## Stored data
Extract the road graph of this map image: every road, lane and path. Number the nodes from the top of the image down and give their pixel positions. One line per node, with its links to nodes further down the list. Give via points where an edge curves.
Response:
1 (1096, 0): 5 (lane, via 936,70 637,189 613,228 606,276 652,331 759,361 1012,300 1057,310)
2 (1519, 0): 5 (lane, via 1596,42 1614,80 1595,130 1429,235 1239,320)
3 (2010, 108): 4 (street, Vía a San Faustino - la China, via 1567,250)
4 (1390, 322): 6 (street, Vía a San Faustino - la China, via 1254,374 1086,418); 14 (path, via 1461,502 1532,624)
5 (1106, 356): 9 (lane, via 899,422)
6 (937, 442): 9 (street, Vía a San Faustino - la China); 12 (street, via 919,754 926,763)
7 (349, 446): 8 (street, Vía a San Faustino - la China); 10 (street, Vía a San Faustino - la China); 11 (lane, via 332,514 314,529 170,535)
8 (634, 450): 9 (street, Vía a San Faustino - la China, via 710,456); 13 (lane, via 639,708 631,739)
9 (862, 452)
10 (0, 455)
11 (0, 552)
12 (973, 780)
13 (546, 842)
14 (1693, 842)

* * *

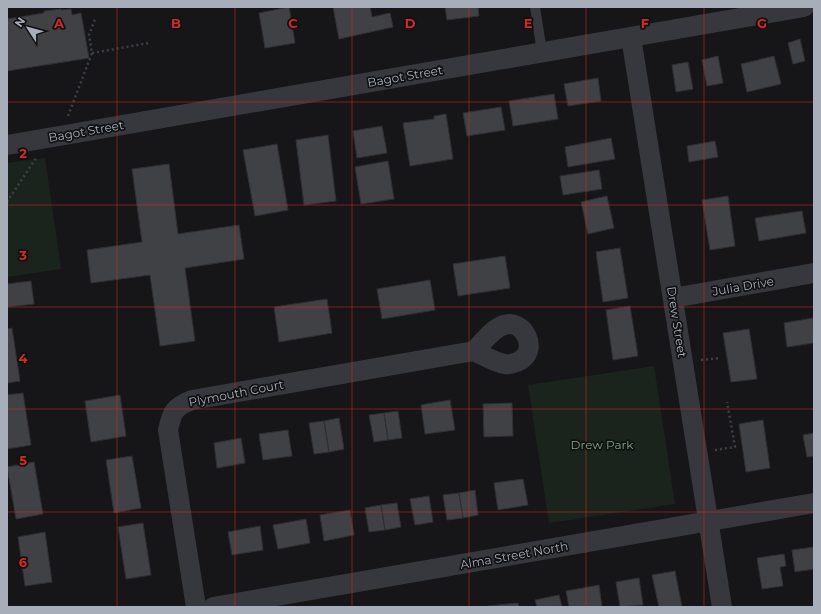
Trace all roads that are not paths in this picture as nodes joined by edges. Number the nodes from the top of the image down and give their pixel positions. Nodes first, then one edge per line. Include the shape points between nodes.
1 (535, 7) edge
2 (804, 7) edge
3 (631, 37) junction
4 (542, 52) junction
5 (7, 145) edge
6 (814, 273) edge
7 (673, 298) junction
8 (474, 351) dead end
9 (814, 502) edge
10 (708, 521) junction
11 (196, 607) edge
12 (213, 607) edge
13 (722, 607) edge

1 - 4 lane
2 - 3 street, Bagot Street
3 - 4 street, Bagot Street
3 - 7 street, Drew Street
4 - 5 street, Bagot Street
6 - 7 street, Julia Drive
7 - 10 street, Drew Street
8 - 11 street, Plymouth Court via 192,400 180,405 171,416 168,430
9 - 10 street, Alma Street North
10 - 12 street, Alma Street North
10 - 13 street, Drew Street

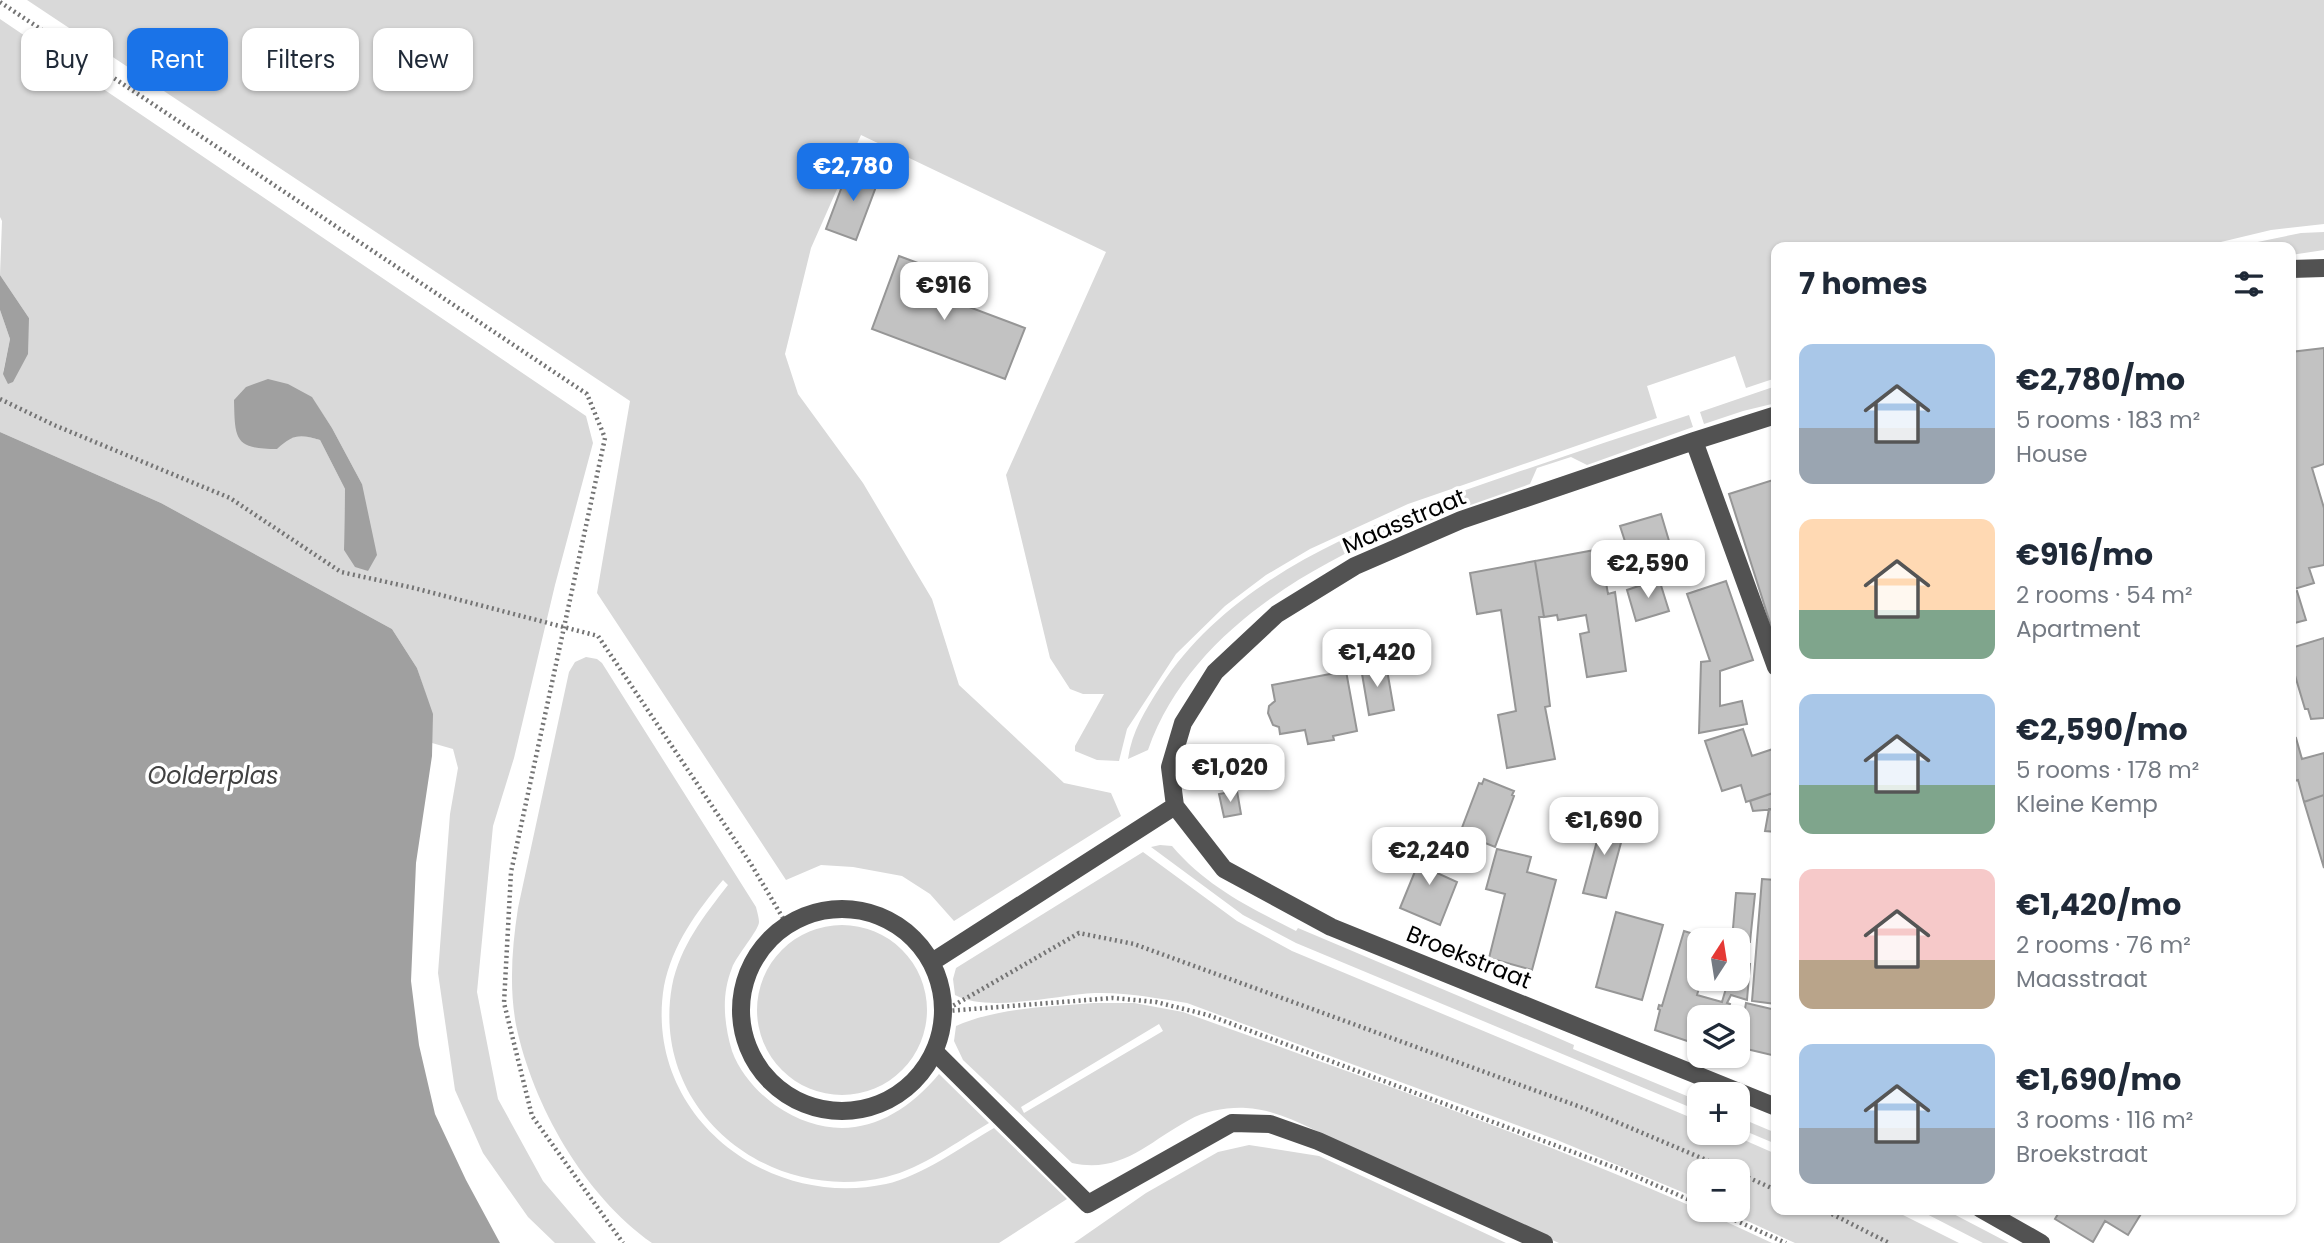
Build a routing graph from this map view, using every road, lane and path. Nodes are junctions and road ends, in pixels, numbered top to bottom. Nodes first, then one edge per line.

---

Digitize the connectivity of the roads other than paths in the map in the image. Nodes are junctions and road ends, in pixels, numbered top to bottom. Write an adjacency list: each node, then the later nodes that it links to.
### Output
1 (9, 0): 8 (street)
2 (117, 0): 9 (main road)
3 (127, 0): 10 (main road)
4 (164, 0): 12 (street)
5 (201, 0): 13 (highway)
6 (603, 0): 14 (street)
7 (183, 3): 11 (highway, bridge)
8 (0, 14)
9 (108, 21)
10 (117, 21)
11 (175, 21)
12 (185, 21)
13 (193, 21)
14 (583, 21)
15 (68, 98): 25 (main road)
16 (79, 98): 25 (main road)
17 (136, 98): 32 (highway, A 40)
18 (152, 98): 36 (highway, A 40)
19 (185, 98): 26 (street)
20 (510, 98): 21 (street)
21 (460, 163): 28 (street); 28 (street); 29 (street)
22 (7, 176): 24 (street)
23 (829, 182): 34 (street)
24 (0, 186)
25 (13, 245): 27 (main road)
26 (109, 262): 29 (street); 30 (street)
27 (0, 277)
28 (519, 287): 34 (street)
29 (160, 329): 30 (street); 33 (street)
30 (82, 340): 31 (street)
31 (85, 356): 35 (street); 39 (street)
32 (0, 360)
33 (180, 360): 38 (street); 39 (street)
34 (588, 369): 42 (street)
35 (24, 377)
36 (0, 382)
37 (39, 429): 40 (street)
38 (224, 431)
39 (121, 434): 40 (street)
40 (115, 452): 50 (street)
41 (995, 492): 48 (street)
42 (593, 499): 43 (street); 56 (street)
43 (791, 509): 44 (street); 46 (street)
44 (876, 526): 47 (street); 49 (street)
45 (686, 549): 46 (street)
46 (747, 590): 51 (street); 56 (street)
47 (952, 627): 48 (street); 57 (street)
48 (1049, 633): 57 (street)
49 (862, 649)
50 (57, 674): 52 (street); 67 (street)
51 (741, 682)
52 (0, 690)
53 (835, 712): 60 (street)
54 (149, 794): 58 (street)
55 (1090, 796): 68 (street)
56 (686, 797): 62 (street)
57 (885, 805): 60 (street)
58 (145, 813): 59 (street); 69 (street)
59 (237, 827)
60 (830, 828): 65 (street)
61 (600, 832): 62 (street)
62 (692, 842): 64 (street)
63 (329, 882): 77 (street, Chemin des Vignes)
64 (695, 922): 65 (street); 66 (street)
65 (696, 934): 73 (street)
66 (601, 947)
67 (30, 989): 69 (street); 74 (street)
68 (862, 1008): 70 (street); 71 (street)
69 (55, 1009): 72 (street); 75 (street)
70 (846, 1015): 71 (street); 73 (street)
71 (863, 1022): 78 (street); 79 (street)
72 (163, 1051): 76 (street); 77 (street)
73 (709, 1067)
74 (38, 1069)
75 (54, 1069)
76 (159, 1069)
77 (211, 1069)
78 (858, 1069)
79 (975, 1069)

## What you will do
Which of the lines in the data contain the string "pixels"? Return each one.

## Written solution
Build a routing graph from this map view, using every road, lane and path. Nodes are junctions and road ends, in pixels, numbered top to bottom. Nodes first, then one edge per line.
Digitize the connectivity of the roads other than paths in the map in the image. Nodes are junctions and road ends, in pixels, numbered top to bottom. Write an adjacency list: each node, then the later nodes that it links to.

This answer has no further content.